■ What this task involves: Unless it is a picture, every line from the start of the entries through the line with "ctx.miterLimit = 4;" must be retyped exactly.

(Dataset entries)

_ _ _ _

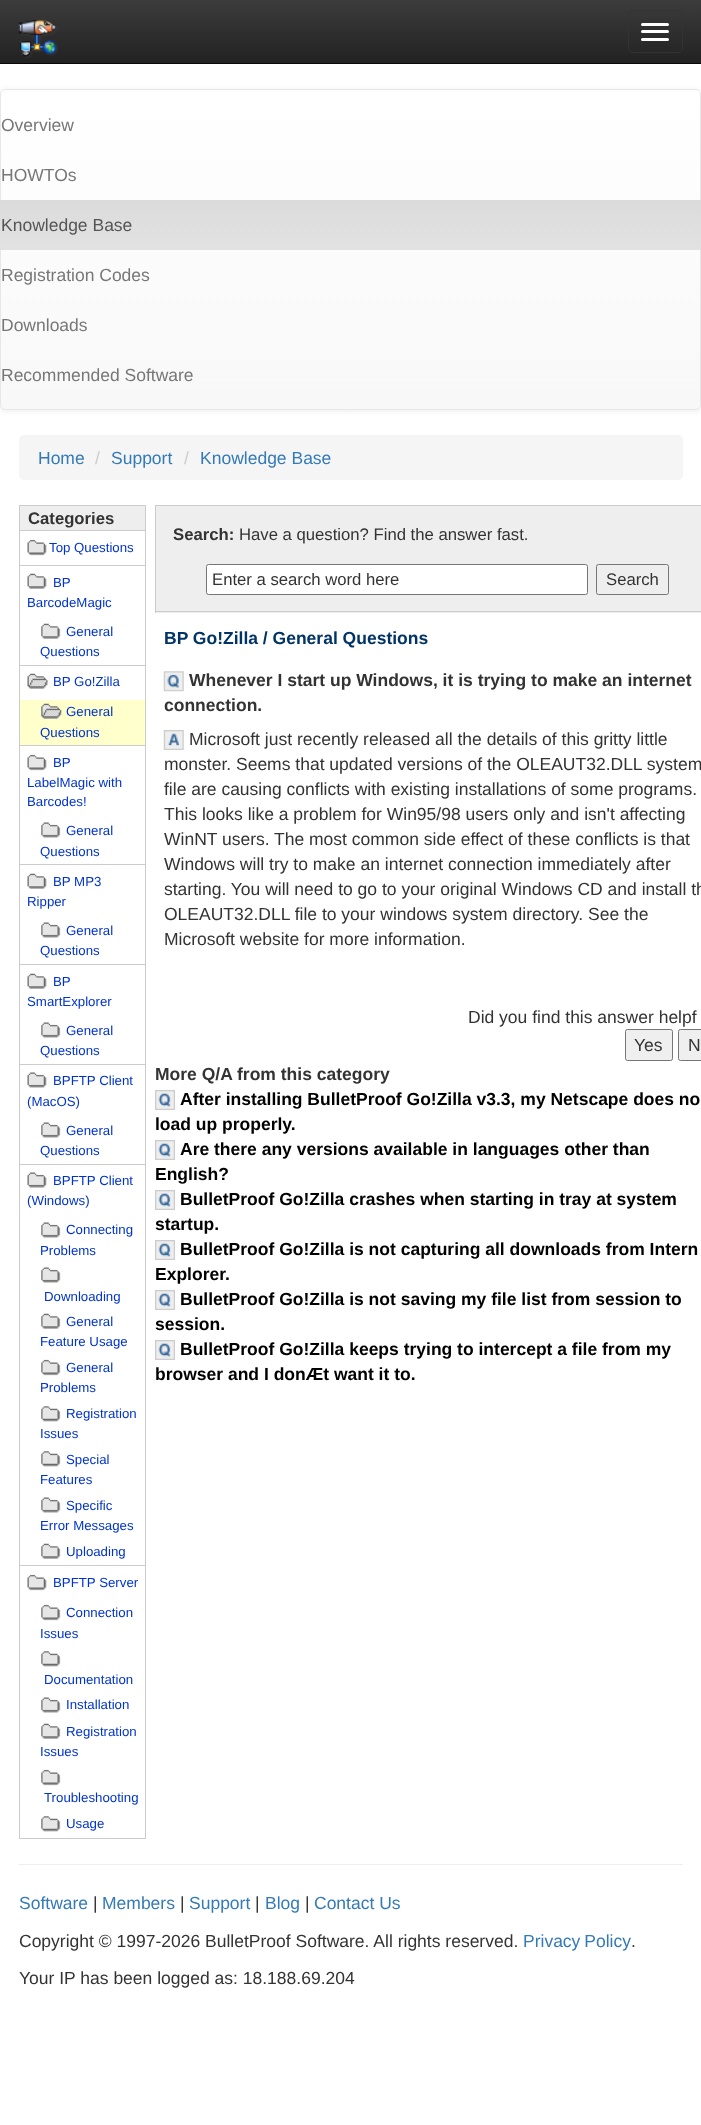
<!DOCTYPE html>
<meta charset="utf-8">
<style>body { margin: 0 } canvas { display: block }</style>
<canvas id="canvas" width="701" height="2125"></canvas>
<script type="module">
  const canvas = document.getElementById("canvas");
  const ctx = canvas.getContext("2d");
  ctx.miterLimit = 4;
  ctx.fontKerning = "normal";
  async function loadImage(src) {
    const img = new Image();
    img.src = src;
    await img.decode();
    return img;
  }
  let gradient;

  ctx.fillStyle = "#ffffff";
  ctx.fillRect(0, 0, 701, 2125);
  gradient = ctx.createLinearGradient(351, 0, 351, 63);
  gradient.addColorStop(0, "#3c3c3c");
  gradient.addColorStop(1, "#222222");
  ctx.fillStyle = gradient;
  ctx.fillRect(0, 0, 701, 63);
  ctx.fillStyle = "#080808";
  ctx.fillRect(0, 63, 701, 1);
  ctx.drawImage(await loadImage("img1.png"), 18, 19, 40, 39);
  ctx.beginPath();
  ctx.roundRect(628.5, 10.5, 54, 42, 4.5);
  ctx.strokeStyle = "#333333";
  ctx.stroke();
  ctx.fillStyle = "#ffffff";
  ctx.beginPath();
  ctx.roundRect(641, 23, 28, 3, 1.5);
  ctx.fill();
  ctx.beginPath();
  ctx.roundRect(641, 30, 28, 3, 1.5);
  ctx.fill();
  ctx.beginPath();
  ctx.roundRect(641, 38, 28, 3, 1.5);
  ctx.fill();
  ctx.fillStyle = "rgba(0, 0, 0, 0.07)";
  ctx.filter = "blur(3px)";
  ctx.beginPath();
  ctx.roundRect(0, 90, 701, 321, 5);
  ctx.fill();
  ctx.filter = "none";
  ctx.save();
  ctx.beginPath();
  ctx.roundRect(0, 89, 701, 321, 5);
  ctx.clip();
  gradient = ctx.createLinearGradient(351, 90, 351, 409);
  gradient.addColorStop(0, "#ffffff");
  gradient.addColorStop(1, "#f8f8f8");
  ctx.fillStyle = gradient;
  ctx.fillRect(0, 90, 701, 319);
  ctx.restore();
  ctx.beginPath();
  ctx.roundRect(0.5, 89.5, 700, 320, 4.5);
  ctx.strokeStyle = "#e7e7e7";
  ctx.stroke();
  ctx.font = "17.5px Liberation Sans";
  ctx.fillStyle = "#777777";
  ctx.fillText("Overview", 1, 131);
  ctx.fillText("HOWTOs", 1, 181);
  gradient = ctx.createLinearGradient(351, 200, 351, 250);
  gradient.addColorStop(0, "#dbdbdb");
  gradient.addColorStop(1, "#e2e2e2");
  ctx.fillStyle = gradient;
  ctx.fillRect(0, 200, 701, 50);
  ctx.fillStyle = "#555555";
  ctx.fillText("Knowledge Base", 1, 231);
  ctx.fillStyle = "#777777";
  ctx.fillText("Registration Codes", 1, 281);
  ctx.fillText("Downloads", 1, 331);
  ctx.fillText("Recommended Software", 1, 381);
  ctx.fillStyle = "#f5f5f5";
  ctx.beginPath();
  ctx.roundRect(19, 435, 664, 45, 5);
  ctx.fill();
  ctx.fillStyle = "#337ab7";
  ctx.fillText("Home", 38, 464);
  ctx.fillStyle = "#cccccc";
  ctx.fillText("/", 95, 464);
  ctx.fillStyle = "#337ab7";
  ctx.fillText("Support", 111, 464);
  ctx.fillStyle = "#cccccc";
  ctx.fillText("/", 184, 464);
  ctx.fillStyle = "#337ab7";
  ctx.fillText("Knowledge Base", 200, 464);
  ctx.fillStyle = "#cccccc";
  ctx.fillRect(19, 505, 127, 1);
  ctx.fillRect(145, 505, 1, 1334);
  ctx.fillRect(19, 1838, 127, 1);
  ctx.fillRect(19, 505, 1, 1334);
  ctx.fillStyle = "#eeeeee";
  ctx.fillRect(20, 506, 125, 24);
  ctx.font = "bold 16.7px Liberation Sans";
  ctx.fillStyle = "#333333";
  ctx.fillText("Categories", 28, 524);
  ctx.fillStyle = "#cccccc";
  ctx.fillRect(19, 530, 127, 1);
  ctx.drawImage(await loadImage("img2.png"), 27, 539, 20, 17);
  ctx.font = "13.25px Liberation Sans";
  ctx.fillStyle = "#0033cc";
  ctx.fillText("Top Questions", 49, 552);
  ctx.fillStyle = "#cccccc";
  ctx.fillRect(19, 565, 127, 1);
  ctx.drawImage(await loadImage("img3.png"), 27, 573, 20, 16);
  ctx.fillStyle = "#0033cc";
  ctx.fillText("BP", 53, 587);
  ctx.fillText("BarcodeMagic", 27, 607);
  ctx.drawImage(await loadImage("img4.png"), 41, 623, 20, 16);
  ctx.fillText("General", 66, 636);
  ctx.fillText("Questions", 40, 656);
  ctx.fillStyle = "#cccccc";
  ctx.fillRect(19, 665, 127, 1);
  ctx.drawImage(await loadImage("img5.png"), 27, 673, 21, 16);
  ctx.fillStyle = "#0033cc";
  ctx.fillText("BP Go!Zilla", 53, 686);
  ctx.fillStyle = "#ffffcc";
  ctx.fillRect(20, 700, 125, 45);
  ctx.drawImage(await loadImage("img6.png"), 41, 703, 21, 16);
  ctx.fillStyle = "#0033cc";
  ctx.fillText("General", 66, 716);
  ctx.fillText("Questions", 40, 737);
  ctx.fillStyle = "#cccccc";
  ctx.fillRect(19, 745, 127, 1);
  ctx.drawImage(await loadImage("img2.png"), 27, 754, 20, 17);
  ctx.fillStyle = "#0033cc";
  ctx.fillText("BP", 53, 767);
  ctx.fillText("LabelMagic with", 27, 787);
  ctx.fillText("Barcodes!", 27, 806);
  ctx.drawImage(await loadImage("img7.png"), 41, 822, 20, 16);
  ctx.fillText("General", 66, 835);
  ctx.fillText("Questions", 40, 856);
  ctx.fillStyle = "#cccccc";
  ctx.fillRect(19, 864, 127, 1);
  ctx.drawImage(await loadImage("img3.png"), 27, 873, 20, 16);
  ctx.fillStyle = "#0033cc";
  ctx.fillText("BP MP3", 53, 886);
  ctx.fillText("Ripper", 27, 906);
  ctx.drawImage(await loadImage("img7.png"), 41, 922, 20, 16);
  ctx.fillText("General", 66, 935);
  ctx.fillText("Questions", 40, 955);
  ctx.fillStyle = "#cccccc";
  ctx.fillRect(19, 964, 127, 1);
  ctx.drawImage(await loadImage("img3.png"), 27, 973, 20, 16);
  ctx.fillStyle = "#0033cc";
  ctx.fillText("BP", 53, 986);
  ctx.fillText("SmartExplorer", 27, 1006);
  ctx.drawImage(await loadImage("img8.png"), 41, 1022, 20, 16);
  ctx.fillText("General", 66, 1035);
  ctx.fillText("Questions", 40, 1055);
  ctx.fillStyle = "#cccccc";
  ctx.fillRect(19, 1064, 127, 1);
  ctx.drawImage(await loadImage("img9.png"), 27, 1072, 20, 16);
  ctx.fillStyle = "#0033cc";
  ctx.fillText("BPFTP Client", 53, 1085);
  ctx.fillText("(MacOS)", 27, 1106);
  ctx.drawImage(await loadImage("img7.png"), 41, 1122, 20, 16);
  ctx.fillText("General", 66, 1135);
  ctx.fillText("Questions", 40, 1155);
  ctx.fillStyle = "#cccccc";
  ctx.fillRect(19, 1164, 127, 1);
  ctx.drawImage(await loadImage("img10.png"), 27, 1172, 20, 16);
  ctx.fillStyle = "#0033cc";
  ctx.fillText("BPFTP Client", 53, 1185);
  ctx.fillText("(Windows)", 27, 1205);
  ctx.drawImage(await loadImage("img7.png"), 41, 1222, 20, 16);
  ctx.fillText("Connecting", 66, 1234);
  ctx.fillText("Problems", 40, 1255);
  ctx.drawImage(await loadImage("img7.png"), 41, 1267, 20, 16);
  ctx.fillText("Downloading", 44, 1301);
  ctx.drawImage(await loadImage("img4.png"), 41, 1313, 20, 16);
  ctx.fillText("General", 66, 1326);
  ctx.fillText("Feature Usage", 40, 1346);
  ctx.drawImage(await loadImage("img11.png"), 41, 1359, 20, 17);
  ctx.fillText("General", 66, 1372);
  ctx.fillText("Problems", 40, 1392);
  ctx.drawImage(await loadImage("img12.png"), 41, 1406, 20, 16);
  ctx.fillText("Registration", 66, 1418);
  ctx.fillText("Issues", 40, 1438);
  ctx.drawImage(await loadImage("img12.png"), 41, 1451, 20, 16);
  ctx.fillText("Special", 66, 1464);
  ctx.fillText("Features", 40, 1484);
  ctx.drawImage(await loadImage("img7.png"), 41, 1497, 20, 16);
  ctx.fillText("Specific", 66, 1510);
  ctx.fillText("Error Messages", 40, 1530);
  ctx.drawImage(await loadImage("img4.png"), 41, 1543, 20, 16);
  ctx.fillText("Uploading", 66, 1556);
  ctx.fillStyle = "#cccccc";
  ctx.fillRect(19, 1565, 127, 1);
  ctx.drawImage(await loadImage("img2.png"), 27, 1574, 20, 17);
  ctx.fillStyle = "#0033cc";
  ctx.fillText("BPFTP Server", 53, 1587);
  ctx.drawImage(await loadImage("img11.png"), 41, 1604, 20, 17);
  ctx.fillText("Connection", 66, 1617);
  ctx.fillText("Issues", 40, 1638);
  ctx.drawImage(await loadImage("img12.png"), 41, 1651, 20, 16);
  ctx.fillText("Documentation", 44, 1684);
  ctx.drawImage(await loadImage("img7.png"), 41, 1697, 20, 16);
  ctx.fillText("Installation", 66, 1709);
  ctx.drawImage(await loadImage("img4.png"), 41, 1723, 20, 16);
  ctx.fillText("Registration", 66, 1736);
  ctx.fillText("Issues", 40, 1756);
  ctx.drawImage(await loadImage("img11.png"), 41, 1769, 20, 17);
  ctx.fillText("Troubleshooting", 44, 1802);
  ctx.drawImage(await loadImage("img12.png"), 41, 1816, 20, 16);
  ctx.fillText("Usage", 66, 1828);
  ctx.fillStyle = "#eeeeee";
  ctx.fillRect(156, 506, 545, 107);
  ctx.fillStyle = "#cccccc";
  ctx.fillRect(155, 505, 546, 1);
  ctx.fillRect(155, 611, 546, 1);
  ctx.fillRect(155, 505, 1, 108);
  ctx.font = "bold 16.7px Liberation Sans";
  ctx.fillStyle = "#333333";
  ctx.fillText("Search:", 173, 540);
  ctx.font = "16.7px Liberation Sans";
  ctx.fillText("Have a question? Find the answer fast.", 239, 540);
  ctx.fillStyle = "#ffffff";
  ctx.beginPath();
  ctx.roundRect(206.5, 564.5, 381, 30, 2);
  ctx.fill();
  ctx.strokeStyle = "#767676";
  ctx.stroke();
  ctx.fillStyle = "#333333";
  ctx.fillText("Enter a search word here", 212, 585);
  ctx.beginPath();
  ctx.roundRect(596.5, 564.5, 72, 30, 2);
  ctx.stroke();
  ctx.fillText("Search", 606, 585);
  ctx.font = "bold 17.5px Liberation Sans";
  ctx.fillStyle = "#003366";
  ctx.fillText("BP Go!Zilla / General Questions", 164, 644);
  ctx.drawImage(await loadImage("img13.png"), 163, 671, 21, 21);
  ctx.fillStyle = "#333333";
  ctx.fillText("Whenever I start up Windows, it is trying to make an internet", 189, 686);
  ctx.fillText("connection.", 164, 711);
  ctx.drawImage(await loadImage("img14.png"), 163, 730, 21, 20);
  ctx.font = "17.5px Liberation Sans";
  ctx.fillText("Microsoft just recently released all the details of this gritty little", 189, 745);
  ctx.fillText("monster. Seems that updated versions of the OLEAUT32.DLL system", 164, 770);
  ctx.fillText("file are causing conflicts with existing installations of some programs.", 164, 795);
  ctx.fillText("This looks like a problem for Win95/98 users only and isn't affecting", 164, 820);
  ctx.fillText("WinNT users.", 164, 845);
  ctx.fillText("The most common side effect of these conflicts is that", 274, 845);
  ctx.fillText("Windows will try to make an internet connection immediately after", 164, 870);
  ctx.fillText("starting. You will need to go to your original Windows CD and install th", 164, 895);
  ctx.fillText("OLEAUT32.DLL file to your windows system directory. See the", 164, 920);
  ctx.fillText("Microsoft website for more information.", 164, 945);
  ctx.fillText("Did you find this answer helpf", 468, 1023);
  ctx.fillStyle = "#efefef";
  ctx.beginPath();
  ctx.roundRect(625.5, 1029.5, 47, 31, 2);
  ctx.fill();
  ctx.stroke();
  ctx.fillStyle = "#333333";
  ctx.fillText("Yes", 634, 1051);
  ctx.fillStyle = "#efefef";
  ctx.beginPath();
  ctx.roundRect(678.5, 1029.5, 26, 31, 2);
  ctx.fill();
  ctx.stroke();
  ctx.fillStyle = "#333333";
  ctx.fillText("N", 688, 1051);
  ctx.font = "bold 17.5px Liberation Sans";
  ctx.fillText("More Q/A from this category", 155, 1080);
  ctx.drawImage(await loadImage("img15.png"), 155, 1090, 20, 20);
  ctx.fillStyle = "#000000";
  ctx.fillText("After installing BulletProof Go!Zilla v3.3, my Netscape does no", 180, 1105);
  ctx.fillText("load up properly.", 155, 1130);
  ctx.drawImage(await loadImage("img15.png"), 155, 1140, 20, 20);
  ctx.fillText("Are there any versions available in languages other than", 180, 1155);
  ctx.fillText("English?", 155, 1180);
  ctx.drawImage(await loadImage("img15.png"), 155, 1190, 20, 20);
  ctx.fillText("BulletProof Go!Zilla crashes when starting in tray at system", 180, 1205);
  ctx.fillText("startup.", 155, 1230);
  ctx.drawImage(await loadImage("img15.png"), 155, 1240, 20, 20);
  ctx.fillText("BulletProof Go!Zilla is not capturing all downloads from Intern", 180, 1255);
  ctx.fillText("Explorer.", 155, 1280);
  ctx.drawImage(await loadImage("img15.png"), 155, 1290, 20, 20);
  ctx.fillText("BulletProof Go!Zilla is not saving my file list from session to", 180, 1305);
  ctx.fillText("session.", 155, 1330);
  ctx.drawImage(await loadImage("img15.png"), 155, 1340, 20, 20);
  ctx.fillText("BulletProof Go!Zilla keeps trying to intercept a file from my", 180, 1355);
  ctx.fillText("browser and I donÆt want it to.", 155, 1380);
  ctx.fillStyle = "#eeeeee";
  ctx.fillRect(19, 1864, 664, 1);
  ctx.font = "17.5px Liberation Sans";
  ctx.fillStyle = "#337ab7";
  ctx.fillText("Software", 19, 1909);
  ctx.fillStyle = "#333333";
  ctx.fillText("|", 93, 1909);
  ctx.fillStyle = "#337ab7";
  ctx.fillText("Members", 102, 1909);
  ctx.fillStyle = "#333333";
  ctx.fillText("|", 180, 1909);
  ctx.fillStyle = "#337ab7";
  ctx.fillText("Support", 189, 1909);
  ctx.fillStyle = "#333333";
  ctx.fillText("|", 255, 1909);
  ctx.fillStyle = "#337ab7";
  ctx.fillText("Blog", 265, 1909);
  ctx.fillStyle = "#333333";
  ctx.fillText("|", 305, 1909);
  ctx.fillStyle = "#337ab7";
  ctx.fillText("Contact Us", 314, 1909);
  ctx.fillStyle = "#333333";
  ctx.fillText("Copyright © 1997-2026 BulletProof Software. All rights reserved.", 19, 1947);
  ctx.wordSpacing = "-1px";
  ctx.fillStyle = "#337ab7";
  ctx.fillText("Privacy Policy", 523, 1947);
  ctx.wordSpacing = "0px";
  ctx.fillStyle = "#333333";
  ctx.fillText(".", 631, 1947);
  ctx.fillText("Your IP has been logged as: 18.188.69.204", 19, 1984);
</script>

_ _ _ _

■ Answer box:
<!DOCTYPE html>
<meta charset="utf-8">
<style>body { margin: 0 } canvas { display: block }</style>
<canvas id="canvas" width="701" height="2125"></canvas>
<script type="module">
  const canvas = document.getElementById("canvas");
  const ctx = canvas.getContext("2d");
  ctx.miterLimit = 4;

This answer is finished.